Un dato positivo? Lo abbiamo avuto la scorsa settimana con il consuntivo 2013 presentato dalla giunta: il primo in attivo dopo due anni consecutivi di deficit. Il Comune registra un avanzo di circa 6,5 milioni di euro, la cui maggior parte è vincolata per la costituzione del fondo di svalutazione dei residui attivi con maggiore anzianità o per spese in conto capitale.
Insomma, una mano lava l’altra ma nessuna delle due lava la faccia, e siamo sempre punto e accapo.

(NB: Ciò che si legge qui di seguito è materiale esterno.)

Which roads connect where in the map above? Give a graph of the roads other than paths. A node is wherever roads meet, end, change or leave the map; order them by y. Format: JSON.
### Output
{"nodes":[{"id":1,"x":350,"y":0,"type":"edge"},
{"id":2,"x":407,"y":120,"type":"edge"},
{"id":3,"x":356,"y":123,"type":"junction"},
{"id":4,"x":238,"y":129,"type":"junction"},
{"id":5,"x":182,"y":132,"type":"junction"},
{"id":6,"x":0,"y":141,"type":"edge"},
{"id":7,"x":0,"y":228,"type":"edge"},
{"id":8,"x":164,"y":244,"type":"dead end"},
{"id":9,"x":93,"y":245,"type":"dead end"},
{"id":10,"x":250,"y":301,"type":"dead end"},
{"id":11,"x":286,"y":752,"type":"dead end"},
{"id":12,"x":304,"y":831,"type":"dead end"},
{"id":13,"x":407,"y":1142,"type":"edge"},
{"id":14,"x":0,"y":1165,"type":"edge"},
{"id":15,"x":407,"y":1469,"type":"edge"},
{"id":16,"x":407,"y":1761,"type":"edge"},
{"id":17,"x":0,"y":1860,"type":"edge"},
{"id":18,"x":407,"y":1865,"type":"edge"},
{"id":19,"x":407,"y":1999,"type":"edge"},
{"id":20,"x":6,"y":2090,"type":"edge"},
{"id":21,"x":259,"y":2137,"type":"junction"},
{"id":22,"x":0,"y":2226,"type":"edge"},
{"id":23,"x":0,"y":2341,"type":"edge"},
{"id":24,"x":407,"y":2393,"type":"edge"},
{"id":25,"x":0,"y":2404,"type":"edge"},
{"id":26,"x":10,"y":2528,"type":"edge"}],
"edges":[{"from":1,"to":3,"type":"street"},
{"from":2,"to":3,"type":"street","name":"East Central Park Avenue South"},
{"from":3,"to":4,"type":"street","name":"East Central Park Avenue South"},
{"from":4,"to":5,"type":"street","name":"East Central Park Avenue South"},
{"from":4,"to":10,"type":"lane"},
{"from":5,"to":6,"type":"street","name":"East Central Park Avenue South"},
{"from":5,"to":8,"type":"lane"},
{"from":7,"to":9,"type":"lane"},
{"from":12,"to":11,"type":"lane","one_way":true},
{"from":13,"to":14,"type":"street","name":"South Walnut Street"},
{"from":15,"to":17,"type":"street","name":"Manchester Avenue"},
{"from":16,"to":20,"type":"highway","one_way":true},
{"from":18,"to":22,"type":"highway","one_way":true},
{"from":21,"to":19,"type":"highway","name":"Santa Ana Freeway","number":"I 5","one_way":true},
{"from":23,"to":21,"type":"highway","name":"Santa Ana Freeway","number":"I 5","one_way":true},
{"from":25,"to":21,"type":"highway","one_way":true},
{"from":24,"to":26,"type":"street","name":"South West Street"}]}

Un anno fa la scelta di Accorinti sindaco ci ha dato consapevole certezza che anche a Messina esiste il voto libero.
Un anno di Accorinti ci ha tolti dal sospetto che mentre il popolo paga, chi amministra gode e intrallazza; che esiste anche una politica sana ed onesta ma, almeno sin qui, tranne qualche bagliore, come gli investigatori nei gialli più intricati, la città “brancola nel buio”.
Concludo la “parabola” Accorinti con pertinenza:”
Ci sono solo due giorni all’anno in cui non puoi fare niente:
uno si chiama ieri, l’altro si chiama domani, perciò oggi è il giorno giusto per amare, credere, fare e, principalmente, vivere. Dalai Lama.”